2. il s’agit de la hauteur en tant que situation physique. Le paradis est en effet constitué de plusieurs degrés placés les uns au-dessus des autres, le plus haut niveau étant le Firdaws, au dessus duquel se trouve le Trône de Dieu : « Mais ceux qui auront craint leur Seigneur auront [pour demeure] des étages [au Paradis] au-dessus desquels d’autres étages sont construits et sous lesquels coulent les rivières. […] », s.39 Az-Zoumar (Les Groupes), v.20.

[…]  لَـٰكِنِ ٱلَّذِينَ ٱتَّقَوۡاْ رَبَّہُمۡ لَهُمۡ غُرَفٌ۬ مِّن فَوۡقِهَا غُرَفٌ۬ مَّبۡنِيَّةٌ۬ تَجۡرِى مِن تَحۡتِہَا ٱلۡأَنۡہَـٰرُ‌ۖ

   Les savants ont divergé sur le nombre de degrés au paradis. La majorité affirme qu’il y en existe une centaine. Ces érudits se basent sur un hadîth rapporté par Al-Boukhârî, dans lequel le Prophète  a dit : « Dans le paradis, il y a cent degrés que Dieu a apprêtés aux moujâhidîn dans son sentier. Ce qui sépare deux degrés équivaut à ce qui sépare le ciel et la terre. Si vous vous adressez à Allâh, demandez-Lui le Firdaws, car il est le meilleur degré et le plus haut du paradis. Au-dessus de lui se trouve le Trône du Miséricordieux et à partir de lui coulent les rivières du paradis. »

   Certains pensent que les degrés du paradis sont au nombre de 6236, autant que les versets du Coran. Un hadîth prophétique rapporté par Aboû Dâwoûd et At-Tirmidhî justifie cet avis : « On dira le Jour du jugement à celui qui lisait le Coran : “Lis et gravis les échelons et les degrés, et psalmodie comme tu faisais sur terre, car ta place sera au dernier verset que tu récitais.” »

Verset 11 : Où ils n’entendent aucune futilité

لَّا تَسۡمَعُ فِيہَا لَـٰغِيَةً۬

Ce verset a été lu de trois manières :

1. « لا تَسْمَعُ فيها لاغِيَةً » (lâ tasma‘ou fîhâ lâghiyatan). Cette lecture est celle de ‘Âçim, Al-Kisâ’î et Hamza, originaires de l’Iraq, ainsi que d’Aboû Ja‘far, un lecteur de Médine.

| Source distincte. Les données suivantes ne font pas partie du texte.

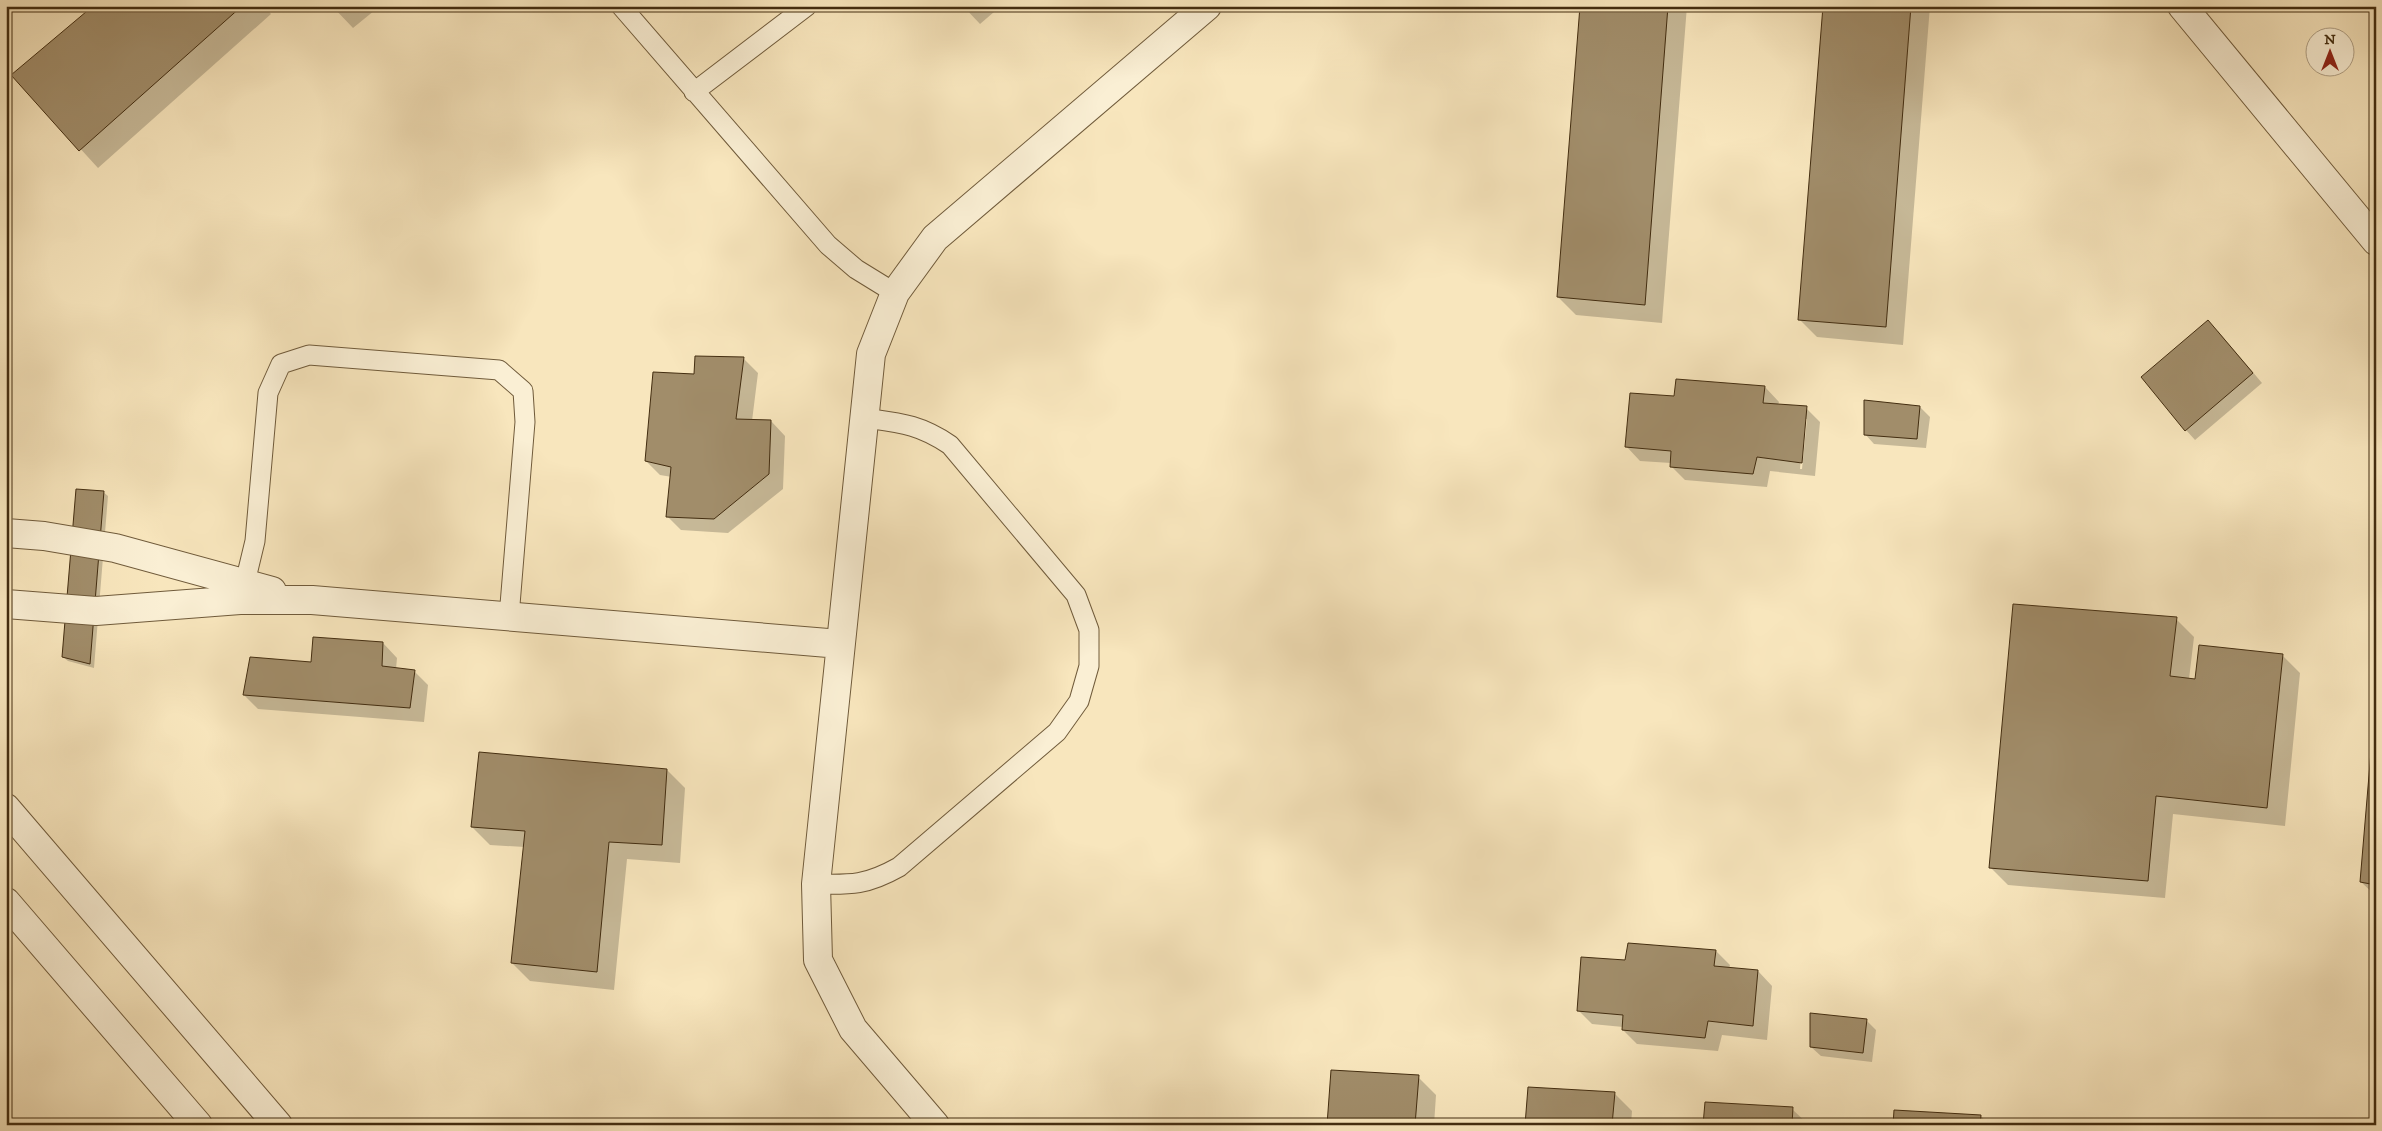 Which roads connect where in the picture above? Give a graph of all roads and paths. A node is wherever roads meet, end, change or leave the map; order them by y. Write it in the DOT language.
graph roads {
  1 [pos="621,6"];
  2 [pos="807,6"];
  3 [pos="1207,6"];
  4 [pos="2182,6"];
  5 [pos="694,92"];
  6 [pos="2376,241"];
  7 [pos="895,293"];
  8 [pos="864,418"];
  9 [pos="6,533"];
  10 [pos="242,592"];
  11 [pos="6,604"];
  12 [pos="509,617"];
  13 [pos="840,644"];
  14 [pos="6,808"];
  15 [pos="816,884"];
  16 [pos="6,902"];
  17 [pos="198,1125"];
  18 [pos="278,1125"];
  19 [pos="935,1125"];
  1 -- 5 [label="lane"];
  2 -- 5 [label="lane"];
  3 -- 7 [label="street"];
  4 -- 6 [label="street"];
  5 -- 7 [label="lane"];
  7 -- 8 [label="street"];
  8 -- 13 [label="street"];
  8 -- 15 [label="lane"];
  9 -- 10 [label="street"];
  10 -- 11 [label="street"];
  10 -- 12 [label="street"];
  10 -- 12 [label="lane"];
  12 -- 13 [label="street"];
  13 -- 15 [label="street"];
  14 -- 18 [label="street"];
  15 -- 19 [label="street"];
  16 -- 17 [label="street"];
}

   Le sujet du verbe « tasma‘ou : تَسْمَعُ » peut être les visages cités dans les versets précédents, ce qui signifie que les gens du paradis n’entendront pas de futilité. Le sujet peut également être le Prophète  puisque le premier verset de cette sourate s’adressait à lui et qu’il sera évidemment au paradis.

2. « لا تُسْمَعُ فيها لاغِيَةٌ » (lâ tousma‘ou fîhâ lâghiyatoun). ’Al-A‘raj, Nâfi‘, Ibnou Kathîr et Aboû ‘Amr ont lu de cette manière. Le sens du verset est plus général : « On n’entend pas de futilité. »

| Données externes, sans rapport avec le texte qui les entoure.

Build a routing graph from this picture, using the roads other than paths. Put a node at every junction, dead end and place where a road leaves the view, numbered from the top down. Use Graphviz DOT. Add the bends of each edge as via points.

3. « لا يُسْمَعُ فيها لاغِيَةٌ » (lâ yousma‘ou fîhâ lâghiyatoun). Il s’agit de la lecture d’Ibnou-l-Mouhayçin. Le sens du verset est identique à la signification précédente, sauf que le verbe est au masculin.

  Quant à la signification du mot « lâghiya : لاغِيَة », trois explications ont été données :

1. Ce terme découle du verbe « laghâ : لَغَا » « yalghoû : يَلْغُو ». Dans ce cas « lâghiya : لاغِيَة » est considéré comme un nom et a la même signification que « laghw : لَغو » : cela désigne une parole qui ne révèle aucun intérêt. Dieu dit dans le Coran : « On n’y entend nulle parole insignifiante ; seulement “Salâm” […] », s.19 Maryam, v.62.

[…]  لَّا يَسۡمَعُونَ فِيہَا لَغۡوًا إِلَّا سَلَـٰمً۬ا‌ۖ

2. Il s’agit d’un adjectif (çifa : صِفَة) ; le verset prend donc le sens de « Ils n’entendent pas de (parole) futile. »

3. Al-Akhfach explique que « lâghiya : لاغِيَة » est une forme substantivée attribuée au possesseur d’une chose. Ainsi celui qui possède un cheval (فرس) est un chevalier (فارس). « lâghiya : لاغِيَة » désigne donc une personne qui dit des futilités.

   Ibnou ‘Abbâs  a dit : « Dans le paradis on n’entend ni mensonge, ni calomnie, ni mécréance en Dieu, ni insultes ». Toujours dans le même sens, Az-Zajjâj a précisé : « Les gens du paradis ne parlent qu’avec sagesse ».

   Ce verset est donc une invitation à s’écarter de la futilité sur terre : « Qui se détournent de la futilité », s.23 Al-Mou’minoûn (Les Croyants), v.3.